In 1880, unions were relatively weak, with only 3 percent of the workforce organized. The Knights of Labor, founded in 1869, stood in opposition to the elitism of craft unions of the time. The Knights strove to organize workers of all trades and all skill levels around the slogan "An injury to one is an injury to all." Local chapters fought to organize Black and white workers alike, as well as immigrants. This was crucial, as there were some 5.5 million immigrant workers in the U.S. workforce in the 1880s.

Hypocritically, however, the national Knights of Labor leadership was opposed to organizing Chinese immigrants and even lobbied for Chinese immigration control. The national leadership of the Knights of Labor were also against workers striking to win their demands.
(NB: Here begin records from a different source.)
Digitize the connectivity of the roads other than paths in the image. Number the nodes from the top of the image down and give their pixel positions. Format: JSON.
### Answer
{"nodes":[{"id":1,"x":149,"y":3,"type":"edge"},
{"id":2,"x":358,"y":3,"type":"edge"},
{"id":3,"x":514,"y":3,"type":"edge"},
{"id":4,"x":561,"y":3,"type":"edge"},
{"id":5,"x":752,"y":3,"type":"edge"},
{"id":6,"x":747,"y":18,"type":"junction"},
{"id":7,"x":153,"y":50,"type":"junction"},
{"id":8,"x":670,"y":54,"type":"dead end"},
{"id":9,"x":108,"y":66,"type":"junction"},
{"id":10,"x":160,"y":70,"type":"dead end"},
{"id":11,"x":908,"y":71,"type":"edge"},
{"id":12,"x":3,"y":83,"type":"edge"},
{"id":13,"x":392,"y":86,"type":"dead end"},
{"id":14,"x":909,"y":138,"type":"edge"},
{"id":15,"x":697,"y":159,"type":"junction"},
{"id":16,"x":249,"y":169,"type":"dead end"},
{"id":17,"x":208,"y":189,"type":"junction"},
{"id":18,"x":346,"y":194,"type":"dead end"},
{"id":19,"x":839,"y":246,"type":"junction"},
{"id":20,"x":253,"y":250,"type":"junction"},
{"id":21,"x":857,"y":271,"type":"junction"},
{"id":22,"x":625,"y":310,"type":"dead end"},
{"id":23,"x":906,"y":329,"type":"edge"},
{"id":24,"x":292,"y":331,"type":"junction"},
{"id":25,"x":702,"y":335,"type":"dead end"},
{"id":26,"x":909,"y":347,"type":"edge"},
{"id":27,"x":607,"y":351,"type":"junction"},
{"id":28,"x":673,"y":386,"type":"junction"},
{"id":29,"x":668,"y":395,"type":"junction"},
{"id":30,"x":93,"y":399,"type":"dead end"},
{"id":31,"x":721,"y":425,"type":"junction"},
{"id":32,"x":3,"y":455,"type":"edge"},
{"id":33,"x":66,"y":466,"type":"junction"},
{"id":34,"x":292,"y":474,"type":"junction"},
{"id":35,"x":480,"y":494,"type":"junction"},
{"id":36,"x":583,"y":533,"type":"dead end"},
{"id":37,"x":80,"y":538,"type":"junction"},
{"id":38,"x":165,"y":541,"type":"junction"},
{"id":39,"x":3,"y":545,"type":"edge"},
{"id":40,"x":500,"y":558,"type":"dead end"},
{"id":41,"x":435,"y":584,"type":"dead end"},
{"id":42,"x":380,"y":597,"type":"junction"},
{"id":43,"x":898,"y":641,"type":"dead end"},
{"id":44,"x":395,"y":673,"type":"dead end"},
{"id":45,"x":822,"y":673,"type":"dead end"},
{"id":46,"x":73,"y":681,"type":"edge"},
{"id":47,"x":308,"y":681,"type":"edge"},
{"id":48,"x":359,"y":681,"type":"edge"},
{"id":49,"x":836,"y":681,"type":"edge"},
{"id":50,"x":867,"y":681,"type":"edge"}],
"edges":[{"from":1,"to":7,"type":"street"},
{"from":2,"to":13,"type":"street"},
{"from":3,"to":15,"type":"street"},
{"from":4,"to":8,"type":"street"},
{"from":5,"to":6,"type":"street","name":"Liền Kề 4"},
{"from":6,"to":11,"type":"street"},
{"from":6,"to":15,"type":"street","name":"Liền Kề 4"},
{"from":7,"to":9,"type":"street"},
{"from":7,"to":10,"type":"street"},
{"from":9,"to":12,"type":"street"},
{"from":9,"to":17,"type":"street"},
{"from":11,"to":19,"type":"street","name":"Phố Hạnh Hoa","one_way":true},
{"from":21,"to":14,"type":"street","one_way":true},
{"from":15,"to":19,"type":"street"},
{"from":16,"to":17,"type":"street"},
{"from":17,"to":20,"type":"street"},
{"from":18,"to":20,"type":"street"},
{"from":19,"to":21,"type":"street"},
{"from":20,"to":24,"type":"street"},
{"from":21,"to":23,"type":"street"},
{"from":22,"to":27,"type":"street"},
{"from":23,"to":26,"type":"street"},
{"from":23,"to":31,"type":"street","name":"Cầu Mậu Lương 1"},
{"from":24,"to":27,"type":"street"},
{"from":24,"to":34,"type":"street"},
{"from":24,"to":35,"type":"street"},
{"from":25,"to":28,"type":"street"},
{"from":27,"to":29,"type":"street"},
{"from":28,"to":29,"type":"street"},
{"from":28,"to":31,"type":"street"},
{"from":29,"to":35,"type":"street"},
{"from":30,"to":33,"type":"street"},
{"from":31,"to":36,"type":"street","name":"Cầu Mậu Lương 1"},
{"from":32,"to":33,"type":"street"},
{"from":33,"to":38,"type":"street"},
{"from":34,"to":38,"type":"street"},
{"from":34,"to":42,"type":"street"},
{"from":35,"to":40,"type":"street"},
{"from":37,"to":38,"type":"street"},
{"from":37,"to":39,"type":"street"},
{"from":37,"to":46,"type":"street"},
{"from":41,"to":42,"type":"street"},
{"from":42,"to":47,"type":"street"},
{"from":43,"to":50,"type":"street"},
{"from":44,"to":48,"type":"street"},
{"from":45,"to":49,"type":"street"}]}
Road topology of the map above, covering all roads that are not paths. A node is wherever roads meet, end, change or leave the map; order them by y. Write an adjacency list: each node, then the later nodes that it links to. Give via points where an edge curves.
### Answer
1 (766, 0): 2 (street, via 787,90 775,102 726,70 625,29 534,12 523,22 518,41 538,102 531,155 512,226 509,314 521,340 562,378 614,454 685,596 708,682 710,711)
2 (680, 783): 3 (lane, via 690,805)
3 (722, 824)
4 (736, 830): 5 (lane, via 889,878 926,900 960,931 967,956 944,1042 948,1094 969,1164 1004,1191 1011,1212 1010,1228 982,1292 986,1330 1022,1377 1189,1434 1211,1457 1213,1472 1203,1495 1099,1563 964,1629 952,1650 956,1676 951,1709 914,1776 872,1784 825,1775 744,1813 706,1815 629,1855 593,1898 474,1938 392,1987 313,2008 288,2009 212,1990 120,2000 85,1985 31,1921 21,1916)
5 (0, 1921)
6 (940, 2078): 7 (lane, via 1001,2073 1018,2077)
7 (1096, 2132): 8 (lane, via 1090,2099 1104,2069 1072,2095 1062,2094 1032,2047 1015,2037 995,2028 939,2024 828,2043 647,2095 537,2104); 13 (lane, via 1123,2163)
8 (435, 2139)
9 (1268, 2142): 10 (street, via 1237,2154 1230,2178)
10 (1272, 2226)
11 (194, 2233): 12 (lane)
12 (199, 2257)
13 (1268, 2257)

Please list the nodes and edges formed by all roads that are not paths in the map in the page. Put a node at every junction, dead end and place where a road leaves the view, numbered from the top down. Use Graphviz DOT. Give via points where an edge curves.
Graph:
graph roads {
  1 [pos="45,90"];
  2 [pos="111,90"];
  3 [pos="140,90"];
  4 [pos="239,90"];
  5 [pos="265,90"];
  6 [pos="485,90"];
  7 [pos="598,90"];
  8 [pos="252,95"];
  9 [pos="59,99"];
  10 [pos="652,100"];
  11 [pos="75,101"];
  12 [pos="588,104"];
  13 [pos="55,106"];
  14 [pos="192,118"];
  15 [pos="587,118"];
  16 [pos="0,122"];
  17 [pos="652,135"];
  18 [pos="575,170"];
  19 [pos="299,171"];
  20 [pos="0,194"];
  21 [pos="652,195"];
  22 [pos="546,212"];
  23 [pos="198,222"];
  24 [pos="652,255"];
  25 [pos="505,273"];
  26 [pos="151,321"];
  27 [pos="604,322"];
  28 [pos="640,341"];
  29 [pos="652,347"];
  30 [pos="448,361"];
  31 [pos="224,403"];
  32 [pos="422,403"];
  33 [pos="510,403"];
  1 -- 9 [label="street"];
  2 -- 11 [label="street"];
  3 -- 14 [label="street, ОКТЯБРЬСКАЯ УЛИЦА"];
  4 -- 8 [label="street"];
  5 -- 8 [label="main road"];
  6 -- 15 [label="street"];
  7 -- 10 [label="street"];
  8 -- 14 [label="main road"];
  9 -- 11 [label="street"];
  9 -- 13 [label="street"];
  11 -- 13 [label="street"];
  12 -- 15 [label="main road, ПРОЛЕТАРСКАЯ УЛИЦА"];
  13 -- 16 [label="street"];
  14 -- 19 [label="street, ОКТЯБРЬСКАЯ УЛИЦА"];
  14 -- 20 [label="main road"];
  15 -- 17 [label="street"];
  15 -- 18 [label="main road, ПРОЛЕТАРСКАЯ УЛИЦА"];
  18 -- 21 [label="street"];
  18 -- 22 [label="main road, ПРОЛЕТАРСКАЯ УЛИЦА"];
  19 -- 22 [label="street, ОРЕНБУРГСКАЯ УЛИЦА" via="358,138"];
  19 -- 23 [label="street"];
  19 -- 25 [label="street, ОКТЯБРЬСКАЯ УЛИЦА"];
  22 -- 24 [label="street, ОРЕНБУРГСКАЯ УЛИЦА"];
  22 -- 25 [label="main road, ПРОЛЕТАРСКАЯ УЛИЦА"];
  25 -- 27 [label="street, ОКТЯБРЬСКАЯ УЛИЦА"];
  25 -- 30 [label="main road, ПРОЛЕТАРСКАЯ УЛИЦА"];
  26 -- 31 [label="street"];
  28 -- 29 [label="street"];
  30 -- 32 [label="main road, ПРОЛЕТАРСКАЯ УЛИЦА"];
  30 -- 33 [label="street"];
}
However, in many local chapters, members defied this policy and led militant strikes. Chapters led a series of successful strikes in 1885 against the railroads, and by 1886, the Knights of Labor had as many as 1 million members, with some 60,000 Black members. Still, only 10 percent of the workforce were organized into either the Knights or the Federation of Trades and Labor Unions (the precursor of the American Federation of Labor).

Initially, Knights of Labor President Terence Powderly opposed the demand for the eight-hour day as too "radical," but he could do little to quell the tidal wave of the movement. In February 1886, 515 new locals of the Knights of Labor organized themselves. In 1886, the Federation pushed the Knights into helping lead the eight-hour struggle.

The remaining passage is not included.